Exercise brief
Pull every line containing "pinky" from the data.

Record set
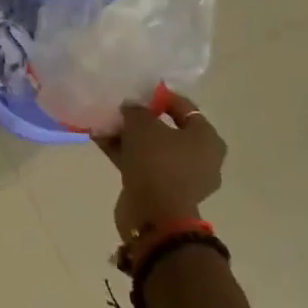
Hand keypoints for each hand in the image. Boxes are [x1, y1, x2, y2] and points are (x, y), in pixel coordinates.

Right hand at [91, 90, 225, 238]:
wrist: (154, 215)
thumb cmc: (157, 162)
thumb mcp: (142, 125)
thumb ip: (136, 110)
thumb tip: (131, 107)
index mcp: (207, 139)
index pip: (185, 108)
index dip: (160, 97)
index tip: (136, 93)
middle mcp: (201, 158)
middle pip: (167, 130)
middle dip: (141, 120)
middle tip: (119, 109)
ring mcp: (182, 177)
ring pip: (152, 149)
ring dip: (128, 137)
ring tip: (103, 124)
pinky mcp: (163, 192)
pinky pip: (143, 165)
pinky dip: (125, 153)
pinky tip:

Written reply
pinky mcp: (163, 192)
pinky pip: (143, 165)
pinky dip: (125, 153)
pinky tip:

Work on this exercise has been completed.